→ **TASK STATEMENT**: Search the data for "Mocoa". Each line containing it is to be copied.

(Stored items)
━━━
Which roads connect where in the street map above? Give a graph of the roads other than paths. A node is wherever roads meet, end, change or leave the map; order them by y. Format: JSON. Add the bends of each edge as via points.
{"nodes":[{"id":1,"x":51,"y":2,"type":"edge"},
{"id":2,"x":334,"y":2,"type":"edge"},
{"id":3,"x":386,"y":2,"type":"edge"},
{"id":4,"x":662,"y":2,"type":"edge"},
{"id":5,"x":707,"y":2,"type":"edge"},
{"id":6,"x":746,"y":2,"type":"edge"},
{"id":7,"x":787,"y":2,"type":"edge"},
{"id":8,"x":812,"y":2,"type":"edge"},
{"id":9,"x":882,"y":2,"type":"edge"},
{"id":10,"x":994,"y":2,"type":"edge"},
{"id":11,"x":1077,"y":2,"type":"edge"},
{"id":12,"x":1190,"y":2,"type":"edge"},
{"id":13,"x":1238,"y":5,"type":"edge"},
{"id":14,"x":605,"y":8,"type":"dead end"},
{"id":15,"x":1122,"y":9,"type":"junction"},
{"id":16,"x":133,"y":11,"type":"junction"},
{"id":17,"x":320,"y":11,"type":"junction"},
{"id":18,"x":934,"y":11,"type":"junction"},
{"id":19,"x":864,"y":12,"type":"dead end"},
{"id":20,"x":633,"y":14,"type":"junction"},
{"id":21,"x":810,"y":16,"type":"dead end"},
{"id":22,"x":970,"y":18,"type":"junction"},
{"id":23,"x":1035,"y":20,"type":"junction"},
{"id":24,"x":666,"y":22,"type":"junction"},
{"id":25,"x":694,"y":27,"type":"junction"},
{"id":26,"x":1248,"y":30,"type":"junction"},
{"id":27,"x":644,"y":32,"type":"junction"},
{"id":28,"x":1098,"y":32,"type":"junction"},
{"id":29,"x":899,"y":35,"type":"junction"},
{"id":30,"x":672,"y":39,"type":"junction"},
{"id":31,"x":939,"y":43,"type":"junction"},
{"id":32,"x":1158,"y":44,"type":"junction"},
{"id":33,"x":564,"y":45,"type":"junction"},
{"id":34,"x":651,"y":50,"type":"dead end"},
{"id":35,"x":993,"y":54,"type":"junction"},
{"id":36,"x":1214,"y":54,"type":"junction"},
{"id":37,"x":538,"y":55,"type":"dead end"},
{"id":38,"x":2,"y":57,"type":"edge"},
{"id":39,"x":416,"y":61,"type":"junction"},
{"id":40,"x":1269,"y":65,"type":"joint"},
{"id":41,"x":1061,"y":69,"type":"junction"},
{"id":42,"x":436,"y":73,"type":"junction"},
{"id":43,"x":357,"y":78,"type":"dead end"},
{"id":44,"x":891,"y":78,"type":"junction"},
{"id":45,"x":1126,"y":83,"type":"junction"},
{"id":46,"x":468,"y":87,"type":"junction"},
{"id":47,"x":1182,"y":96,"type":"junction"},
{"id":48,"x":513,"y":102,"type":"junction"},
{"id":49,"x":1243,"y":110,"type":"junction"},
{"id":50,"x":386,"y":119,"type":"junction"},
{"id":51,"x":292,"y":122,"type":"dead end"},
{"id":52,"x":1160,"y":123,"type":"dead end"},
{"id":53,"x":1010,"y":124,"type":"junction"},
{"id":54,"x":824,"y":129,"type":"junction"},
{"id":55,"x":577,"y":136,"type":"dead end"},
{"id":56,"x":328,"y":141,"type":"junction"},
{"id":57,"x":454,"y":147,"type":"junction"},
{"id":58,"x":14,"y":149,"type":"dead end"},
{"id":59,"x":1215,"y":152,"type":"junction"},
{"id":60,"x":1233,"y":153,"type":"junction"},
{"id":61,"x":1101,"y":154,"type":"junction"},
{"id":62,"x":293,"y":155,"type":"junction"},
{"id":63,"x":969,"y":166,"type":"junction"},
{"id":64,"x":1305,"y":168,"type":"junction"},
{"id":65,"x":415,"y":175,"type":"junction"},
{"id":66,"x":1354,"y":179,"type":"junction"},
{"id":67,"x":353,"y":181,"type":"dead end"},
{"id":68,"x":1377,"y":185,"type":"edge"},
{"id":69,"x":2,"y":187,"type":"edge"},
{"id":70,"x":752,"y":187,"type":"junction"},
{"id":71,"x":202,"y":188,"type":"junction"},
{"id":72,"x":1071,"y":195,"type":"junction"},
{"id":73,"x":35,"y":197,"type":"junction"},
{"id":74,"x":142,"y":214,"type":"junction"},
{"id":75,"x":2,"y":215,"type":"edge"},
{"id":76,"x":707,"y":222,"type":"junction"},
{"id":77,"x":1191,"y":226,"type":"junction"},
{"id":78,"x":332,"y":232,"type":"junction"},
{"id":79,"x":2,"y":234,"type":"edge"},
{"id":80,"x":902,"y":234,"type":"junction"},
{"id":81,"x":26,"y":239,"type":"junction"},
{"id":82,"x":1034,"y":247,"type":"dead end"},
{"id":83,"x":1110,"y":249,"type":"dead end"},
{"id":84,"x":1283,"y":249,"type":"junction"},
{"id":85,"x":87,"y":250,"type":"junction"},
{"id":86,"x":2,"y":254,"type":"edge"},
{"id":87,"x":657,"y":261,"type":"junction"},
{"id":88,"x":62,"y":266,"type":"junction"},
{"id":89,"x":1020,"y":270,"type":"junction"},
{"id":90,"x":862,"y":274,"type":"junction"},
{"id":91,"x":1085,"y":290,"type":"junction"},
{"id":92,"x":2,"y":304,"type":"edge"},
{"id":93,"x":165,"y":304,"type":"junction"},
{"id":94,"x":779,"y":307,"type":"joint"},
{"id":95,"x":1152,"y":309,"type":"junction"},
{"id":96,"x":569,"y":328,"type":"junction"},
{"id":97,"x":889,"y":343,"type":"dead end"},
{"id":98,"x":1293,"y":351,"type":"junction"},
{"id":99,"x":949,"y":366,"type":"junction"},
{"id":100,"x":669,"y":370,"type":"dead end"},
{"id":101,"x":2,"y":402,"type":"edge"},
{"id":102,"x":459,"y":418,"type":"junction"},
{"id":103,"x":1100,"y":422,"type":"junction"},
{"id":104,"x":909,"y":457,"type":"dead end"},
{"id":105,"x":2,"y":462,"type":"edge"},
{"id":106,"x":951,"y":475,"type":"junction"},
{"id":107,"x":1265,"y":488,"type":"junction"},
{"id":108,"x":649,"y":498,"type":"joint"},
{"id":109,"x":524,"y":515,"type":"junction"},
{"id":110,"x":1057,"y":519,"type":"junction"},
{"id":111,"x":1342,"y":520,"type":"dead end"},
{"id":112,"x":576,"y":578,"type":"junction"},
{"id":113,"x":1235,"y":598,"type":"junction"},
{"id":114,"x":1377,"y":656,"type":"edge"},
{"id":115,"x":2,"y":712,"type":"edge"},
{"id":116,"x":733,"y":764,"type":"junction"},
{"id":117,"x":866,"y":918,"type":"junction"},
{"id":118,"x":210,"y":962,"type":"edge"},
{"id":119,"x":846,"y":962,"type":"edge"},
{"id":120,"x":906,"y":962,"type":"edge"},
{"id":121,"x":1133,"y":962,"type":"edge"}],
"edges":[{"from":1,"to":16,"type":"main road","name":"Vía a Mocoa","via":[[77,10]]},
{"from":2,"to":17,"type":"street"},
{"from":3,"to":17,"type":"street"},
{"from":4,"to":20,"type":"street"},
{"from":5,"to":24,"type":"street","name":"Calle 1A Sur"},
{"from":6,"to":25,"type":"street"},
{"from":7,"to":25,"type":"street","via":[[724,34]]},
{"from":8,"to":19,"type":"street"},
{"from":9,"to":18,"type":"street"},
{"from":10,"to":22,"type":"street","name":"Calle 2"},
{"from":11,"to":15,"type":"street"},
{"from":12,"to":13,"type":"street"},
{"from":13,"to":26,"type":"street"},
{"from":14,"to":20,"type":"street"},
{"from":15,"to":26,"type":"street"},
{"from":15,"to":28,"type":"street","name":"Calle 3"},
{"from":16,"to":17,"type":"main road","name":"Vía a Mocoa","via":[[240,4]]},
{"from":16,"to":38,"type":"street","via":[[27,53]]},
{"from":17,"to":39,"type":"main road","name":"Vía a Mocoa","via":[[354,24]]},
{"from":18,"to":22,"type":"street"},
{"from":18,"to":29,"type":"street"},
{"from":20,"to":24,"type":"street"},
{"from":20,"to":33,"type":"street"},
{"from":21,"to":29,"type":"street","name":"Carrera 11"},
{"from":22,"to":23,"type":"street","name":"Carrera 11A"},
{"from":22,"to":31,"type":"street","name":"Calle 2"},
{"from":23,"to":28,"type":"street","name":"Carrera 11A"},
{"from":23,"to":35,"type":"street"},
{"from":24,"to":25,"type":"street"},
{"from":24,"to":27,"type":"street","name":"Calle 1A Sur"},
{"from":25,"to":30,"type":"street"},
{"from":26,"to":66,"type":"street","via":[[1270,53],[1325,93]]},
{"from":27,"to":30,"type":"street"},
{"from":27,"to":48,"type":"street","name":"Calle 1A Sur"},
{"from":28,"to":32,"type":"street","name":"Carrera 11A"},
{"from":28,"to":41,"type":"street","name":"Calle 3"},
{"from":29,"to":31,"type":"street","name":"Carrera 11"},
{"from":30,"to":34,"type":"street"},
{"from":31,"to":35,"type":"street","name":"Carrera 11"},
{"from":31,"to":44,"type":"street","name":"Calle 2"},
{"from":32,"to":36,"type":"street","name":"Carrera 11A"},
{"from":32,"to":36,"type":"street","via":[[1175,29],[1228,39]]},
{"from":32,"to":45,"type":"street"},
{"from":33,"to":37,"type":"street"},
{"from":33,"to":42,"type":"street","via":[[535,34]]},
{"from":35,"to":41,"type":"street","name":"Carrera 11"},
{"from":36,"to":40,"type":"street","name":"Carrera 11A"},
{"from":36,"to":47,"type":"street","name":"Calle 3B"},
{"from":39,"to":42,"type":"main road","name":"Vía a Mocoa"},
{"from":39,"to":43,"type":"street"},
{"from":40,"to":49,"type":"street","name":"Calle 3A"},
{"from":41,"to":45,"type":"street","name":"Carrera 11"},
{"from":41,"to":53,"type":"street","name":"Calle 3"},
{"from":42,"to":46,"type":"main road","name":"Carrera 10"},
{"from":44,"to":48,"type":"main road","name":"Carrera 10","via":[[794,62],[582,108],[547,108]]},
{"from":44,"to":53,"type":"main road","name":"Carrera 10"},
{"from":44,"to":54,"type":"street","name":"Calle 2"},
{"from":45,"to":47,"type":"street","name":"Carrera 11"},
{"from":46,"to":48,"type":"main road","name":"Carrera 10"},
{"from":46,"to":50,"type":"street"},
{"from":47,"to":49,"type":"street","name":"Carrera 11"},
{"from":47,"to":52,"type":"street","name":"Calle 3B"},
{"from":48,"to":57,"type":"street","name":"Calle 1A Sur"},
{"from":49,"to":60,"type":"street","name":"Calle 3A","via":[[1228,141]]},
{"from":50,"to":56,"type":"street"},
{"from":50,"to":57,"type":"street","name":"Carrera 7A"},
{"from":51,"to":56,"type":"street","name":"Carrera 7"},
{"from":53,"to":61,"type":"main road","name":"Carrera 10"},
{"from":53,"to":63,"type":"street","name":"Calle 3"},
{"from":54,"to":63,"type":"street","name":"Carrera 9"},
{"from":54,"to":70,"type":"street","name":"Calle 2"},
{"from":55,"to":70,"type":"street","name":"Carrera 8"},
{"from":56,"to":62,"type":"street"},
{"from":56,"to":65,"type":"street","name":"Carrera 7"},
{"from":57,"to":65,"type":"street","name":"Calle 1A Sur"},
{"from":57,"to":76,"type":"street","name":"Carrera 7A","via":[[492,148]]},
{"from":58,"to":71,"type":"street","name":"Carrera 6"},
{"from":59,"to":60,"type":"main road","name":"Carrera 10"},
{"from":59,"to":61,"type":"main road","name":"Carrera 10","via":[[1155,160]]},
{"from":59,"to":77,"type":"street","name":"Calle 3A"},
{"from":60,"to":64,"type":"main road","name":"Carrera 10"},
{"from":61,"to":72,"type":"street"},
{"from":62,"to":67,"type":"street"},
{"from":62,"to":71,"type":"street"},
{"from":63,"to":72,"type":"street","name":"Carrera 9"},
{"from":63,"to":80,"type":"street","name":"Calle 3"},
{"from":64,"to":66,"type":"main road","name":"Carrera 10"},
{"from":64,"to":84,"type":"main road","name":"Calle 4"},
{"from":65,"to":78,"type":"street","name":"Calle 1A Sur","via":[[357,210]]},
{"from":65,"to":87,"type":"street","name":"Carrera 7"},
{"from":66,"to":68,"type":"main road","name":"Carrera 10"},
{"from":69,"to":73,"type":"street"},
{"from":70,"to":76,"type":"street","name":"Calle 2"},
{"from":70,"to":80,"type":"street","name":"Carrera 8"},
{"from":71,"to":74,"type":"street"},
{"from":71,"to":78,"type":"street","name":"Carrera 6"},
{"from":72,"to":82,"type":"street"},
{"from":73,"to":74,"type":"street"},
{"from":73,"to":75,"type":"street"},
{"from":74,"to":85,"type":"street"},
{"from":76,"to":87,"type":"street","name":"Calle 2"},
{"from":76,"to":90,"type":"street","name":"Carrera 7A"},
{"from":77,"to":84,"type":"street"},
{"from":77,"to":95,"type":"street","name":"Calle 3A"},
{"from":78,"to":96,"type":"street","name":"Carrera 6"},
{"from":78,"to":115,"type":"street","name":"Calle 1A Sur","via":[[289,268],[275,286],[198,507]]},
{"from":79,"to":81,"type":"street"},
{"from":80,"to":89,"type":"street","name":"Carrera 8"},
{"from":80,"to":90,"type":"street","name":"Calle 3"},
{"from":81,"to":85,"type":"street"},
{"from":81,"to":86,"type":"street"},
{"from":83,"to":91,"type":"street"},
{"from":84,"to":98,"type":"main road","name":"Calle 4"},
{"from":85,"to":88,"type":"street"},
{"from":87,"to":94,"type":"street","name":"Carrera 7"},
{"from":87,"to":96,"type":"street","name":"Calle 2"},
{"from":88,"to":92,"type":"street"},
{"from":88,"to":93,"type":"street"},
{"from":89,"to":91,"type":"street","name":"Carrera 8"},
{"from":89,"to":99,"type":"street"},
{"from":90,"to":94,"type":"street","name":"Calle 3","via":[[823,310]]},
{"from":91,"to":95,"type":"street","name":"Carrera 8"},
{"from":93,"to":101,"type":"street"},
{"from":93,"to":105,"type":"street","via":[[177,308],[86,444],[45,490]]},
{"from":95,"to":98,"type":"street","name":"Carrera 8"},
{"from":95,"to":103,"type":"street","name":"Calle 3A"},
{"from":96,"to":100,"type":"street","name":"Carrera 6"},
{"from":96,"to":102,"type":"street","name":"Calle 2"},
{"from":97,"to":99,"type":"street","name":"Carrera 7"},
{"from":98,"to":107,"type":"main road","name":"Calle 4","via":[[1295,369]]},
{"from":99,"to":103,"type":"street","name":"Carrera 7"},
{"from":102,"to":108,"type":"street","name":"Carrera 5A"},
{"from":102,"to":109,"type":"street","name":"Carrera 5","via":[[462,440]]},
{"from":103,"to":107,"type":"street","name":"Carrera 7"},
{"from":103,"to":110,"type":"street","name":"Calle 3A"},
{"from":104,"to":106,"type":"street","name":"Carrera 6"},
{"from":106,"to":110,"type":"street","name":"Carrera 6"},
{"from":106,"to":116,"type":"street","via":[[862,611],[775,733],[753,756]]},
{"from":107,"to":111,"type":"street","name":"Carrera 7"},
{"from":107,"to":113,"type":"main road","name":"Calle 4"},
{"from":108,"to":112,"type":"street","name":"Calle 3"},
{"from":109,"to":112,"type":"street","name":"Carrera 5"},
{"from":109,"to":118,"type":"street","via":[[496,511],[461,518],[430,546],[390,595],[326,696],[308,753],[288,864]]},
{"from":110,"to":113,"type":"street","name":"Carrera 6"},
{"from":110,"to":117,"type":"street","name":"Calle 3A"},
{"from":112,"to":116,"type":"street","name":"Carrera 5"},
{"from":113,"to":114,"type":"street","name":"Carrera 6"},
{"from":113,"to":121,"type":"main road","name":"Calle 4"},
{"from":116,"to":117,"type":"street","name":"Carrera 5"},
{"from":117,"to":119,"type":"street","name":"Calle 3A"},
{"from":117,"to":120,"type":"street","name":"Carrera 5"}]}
━━━
→ **OUTPUT OF THE TASK**:
"edges":[{"from":1,"to":16,"type":"main road","name":"Vía a Mocoa","via":[[77,10]]},
{"from":16,"to":17,"type":"main road","name":"Vía a Mocoa","via":[[240,4]]},
{"from":17,"to":39,"type":"main road","name":"Vía a Mocoa","via":[[354,24]]},
{"from":39,"to":42,"type":"main road","name":"Vía a Mocoa"},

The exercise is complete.